將制備的滅活疫苗接種至巧克力瓊脂培養基上，于37 ℃、5% CO2的恒溫箱內培養24 h，觀察到所接種培養基上均無菌落生長，表明疫苗無菌檢驗合格。疫苗安全性檢驗中使用制備好的RA滅活疫苗通過2倍免疫劑量接種雛鴨，在隨后的2周觀察期中，接種鴨均未表現出不良反應，其攝食和運動功能無異常，且精神狀態良好；大體病變觀察未見明顯病變，表明所制備的疫苗安全性檢驗合格。

2.5 免疫鴨攻毒保護性試驗

2.5.1 攻毒保護率分析 免疫鴨攻毒保護試驗結果顯示，PBS對照組鴨從攻毒后第1天最先出現死亡，在攻毒后第3天全部死亡；蜂膠滅活疫苗組鴨從攻毒后第2天開始出現死亡，攻毒后第2～3天為死亡高峰期，耐受至攻毒后第4天后各試驗鴨均未再出現死亡；二價滅活疫苗組鴨未出現死亡。蜂膠滅活疫苗組和二價滅活疫苗組對RA-SS-8株的攻擊都具有良好的免疫保護作用，其中蜂膠滅活疫苗組保護率為70%，二價滅活疫苗組保護效果最佳，保護率可達100%(表3)。

表3 免疫鴨攻毒保護試驗結果

2.5.2 組織病理學分析結果 對攻毒后第7天各組試驗鴨病變較為嚴重的心臟和肝臟進行組織切片制作。心臟組織病理學觀察顯示，在免疫組中，纖維素性滲出物明顯減少，其中蜂膠滅活疫苗組與二價滅活疫苗組相比，前者除有極少量纖維素性滲出外，其余形態結構與后者相似，未見明顯病理變化(圖4A、4B)；PBS對照組試驗鴨心外膜增厚，表面附有大量的纖維素性滲出物，有大量異嗜性粒細胞、單核細胞和淋巴細胞彌漫性浸潤(圖4C)；空白對照組未見明顯病理變化(圖4D)。肝臟組織病理學觀察表明，在免疫組中，纖維素性滲出物明顯減少，其中蜂膠滅活疫苗組與二價滅活疫苗組相比，前者除有極少量纖維素性滲出外，其余形態結構與后者相似，未見明顯病理變化(圖4E、4F)；PBS對照組試驗鴨肝臟被膜增厚，表面附有大量粉紅色網狀纖維素滲出，其間混有大量的淋巴細胞和異嗜性粒細胞浸潤，肝索結構紊亂，肝細胞腫脹變性(圖4G)；空白對照組未見明顯病理變化(圖4H)。結果表明，蜂膠滅活疫苗和二價滅活疫苗對試驗鴨心臟和肝臟組織均具有良好的保護效果。
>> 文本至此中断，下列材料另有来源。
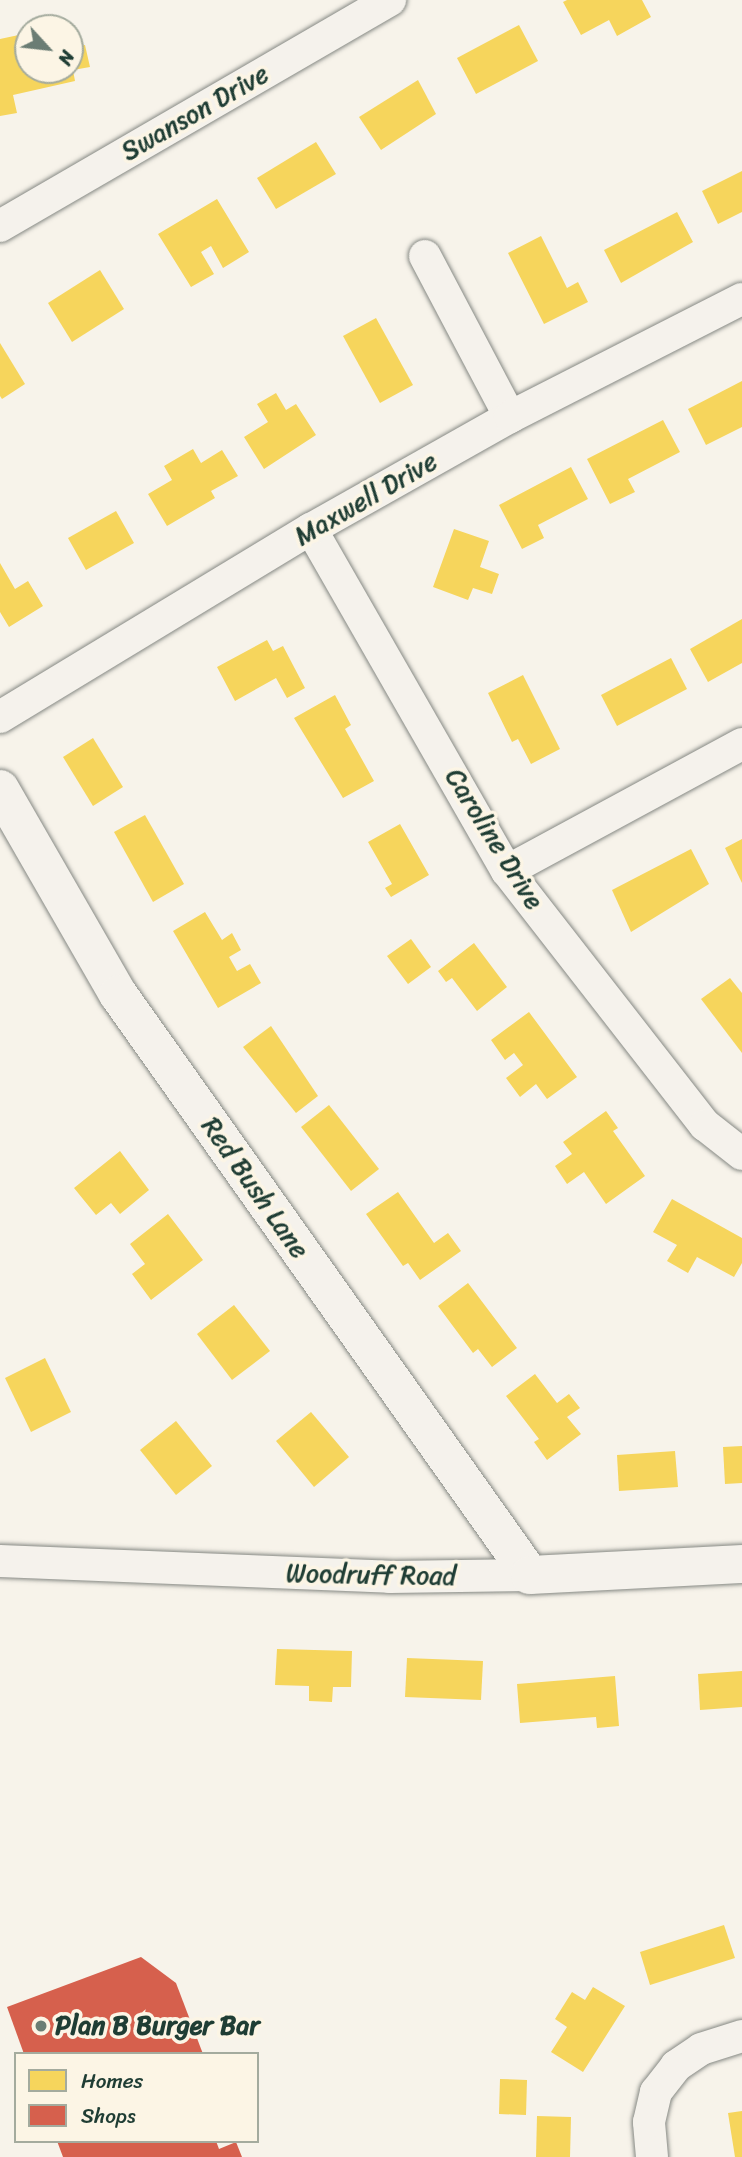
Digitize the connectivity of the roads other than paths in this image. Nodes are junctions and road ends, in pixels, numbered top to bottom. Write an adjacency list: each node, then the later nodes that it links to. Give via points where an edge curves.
1 (390, 0): 2 (street, Swanson Drive)
2 (352, 9): 3 (street, Swanson Drive)
3 (0, 226)
4 (425, 256): 6 (street)
5 (742, 299): 6 (street, Maxwell Drive)
6 (510, 417): 7 (street, Maxwell Drive)
7 (311, 529): 8 (street, Maxwell Drive); 11 (street, Caroline Drive)
8 (0, 717)
9 (742, 744): 11 (street)
10 (0, 789): 15 (street, Red Bush Lane, via 118,994)
11 (508, 871): 12 (street, Caroline Drive, via 705,1125)
12 (742, 1154)
13 (0, 1561): 15 (street, Woodruff Road, via 390,1577)
14 (742, 1564): 15 (street, Woodruff Road)
15 (530, 1575)
16 (742, 2036): 17 (street, via 685,2060 656,2092 649,2122)
17 (652, 2157)

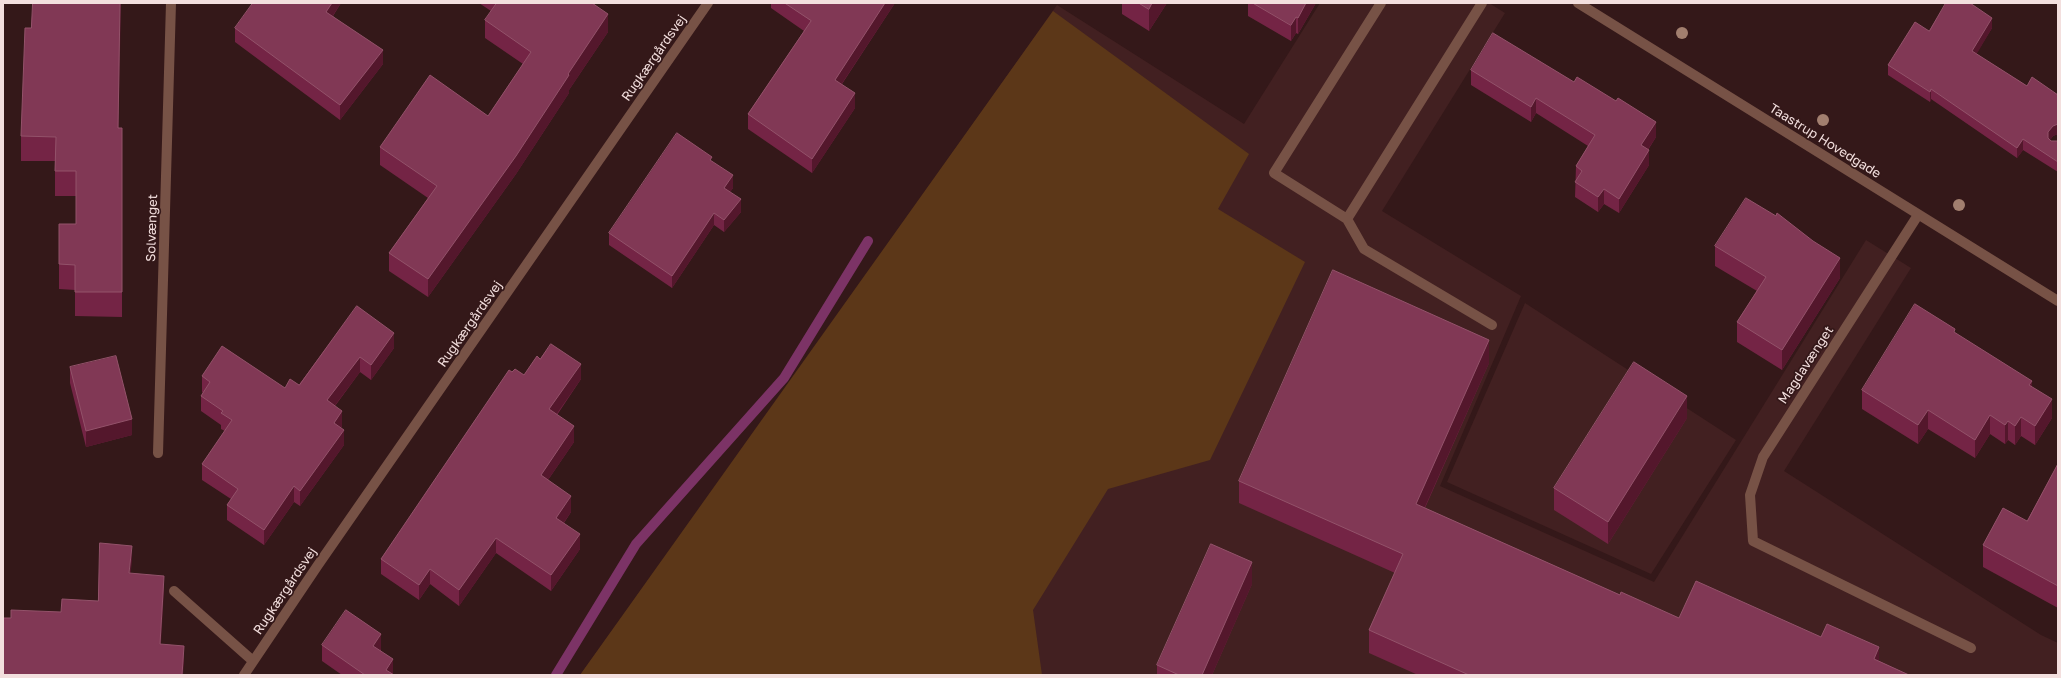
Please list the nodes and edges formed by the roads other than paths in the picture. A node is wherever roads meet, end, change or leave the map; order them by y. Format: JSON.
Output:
{"nodes":[{"id":1,"x":171,"y":3,"type":"edge"},
{"id":2,"x":708,"y":3,"type":"edge"},
{"id":3,"x":1381,"y":3,"type":"edge"},
{"id":4,"x":1482,"y":3,"type":"edge"},
{"id":5,"x":1578,"y":3,"type":"edge"},
{"id":6,"x":1918,"y":215,"type":"junction"},
{"id":7,"x":1347,"y":218,"type":"junction"},
{"id":8,"x":2058,"y":301,"type":"edge"},
{"id":9,"x":1492,"y":325,"type":"dead end"},
{"id":10,"x":158,"y":453,"type":"dead end"},
{"id":11,"x":174,"y":591,"type":"dead end"},
{"id":12,"x":1971,"y":648,"type":"dead end"},
{"id":13,"x":253,"y":661,"type":"junction"},
{"id":14,"x":244,"y":675,"type":"edge"}],
"edges":[{"from":1,"to":10,"type":"street","name":"Solvænget"},
{"from":2,"to":13,"type":"street","name":"Rugkærgårdsvej"},
{"from":3,"to":7,"type":"street"},
{"from":4,"to":7,"type":"street"},
{"from":5,"to":6,"type":"street","name":"Taastrup Hovedgade"},
{"from":6,"to":8,"type":"street","name":"Taastrup Hovedgade"},
{"from":6,"to":12,"type":"street","name":"Magdavænget"},
{"from":7,"to":9,"type":"street"},
{"from":11,"to":13,"type":"street"},
{"from":13,"to":14,"type":"street","name":"Rugkærgårdsvej"}]}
A～D，分別為蜂膠滅活疫苗組、二價滅活疫苗組、PBS對照組和空白對照組心臟；E～H，分別為蜂膠滅活疫苗組、二價滅活疫苗組、PBS對照組和空白對照組肝臟A-D，Heart of propolis inactivated vaccine,bivalent inactivated vaccine,PBS control and blank control groups,respectively；E-H，Liver of propolis inactivated vaccine，bivalent inactivated vaccine,PBS control and blank control groups,respectively圖4 試驗鴨心臟、肝臟組織病理變化(HE，200×)Fig.4 Histopathological changes in heart and liver of the test ducks (HE，200×)

3 討 論

目前，世界上已報道的RA血清型有20多種，而國內證實已存在的RA血清型共有18種，其中血清1型、2型、3型、4型在全國范圍內均有分布，其他血清型主要分布在西南和東北地區。近年來，貴州省除三穗縣外其他地區對RA血清型鮮有報道，傅心亮等[17]對貴州地區RA分離株進行血清型鑒定，結果發現以血清2型RA為主要流行菌株。吳征卓等[7]對貴州省三穗縣RA進行分離鑒定，結果證實6株RA分離株中4株為血清2型，2株為血清11型。雷云等[18-19]對分離自貴州省三穗地區某鴨場25日齡左右病死鴨的18株RA進行血清型鑒定，結果證實其中有11株鑒定為血清2型，4株鑒定為血清1型，1株血清6型和2株未定型。以上文獻資料證實血清2型RA為貴州地區主要流行菌株，鑒于此，本試驗選取血清2型RA分離株為試驗菌株，以蜂膠為佐劑成功研制滅活疫苗，為有效防控該病奠定基礎，同時對促進貴州省三穗麻鴨的健康養殖具有重要意義。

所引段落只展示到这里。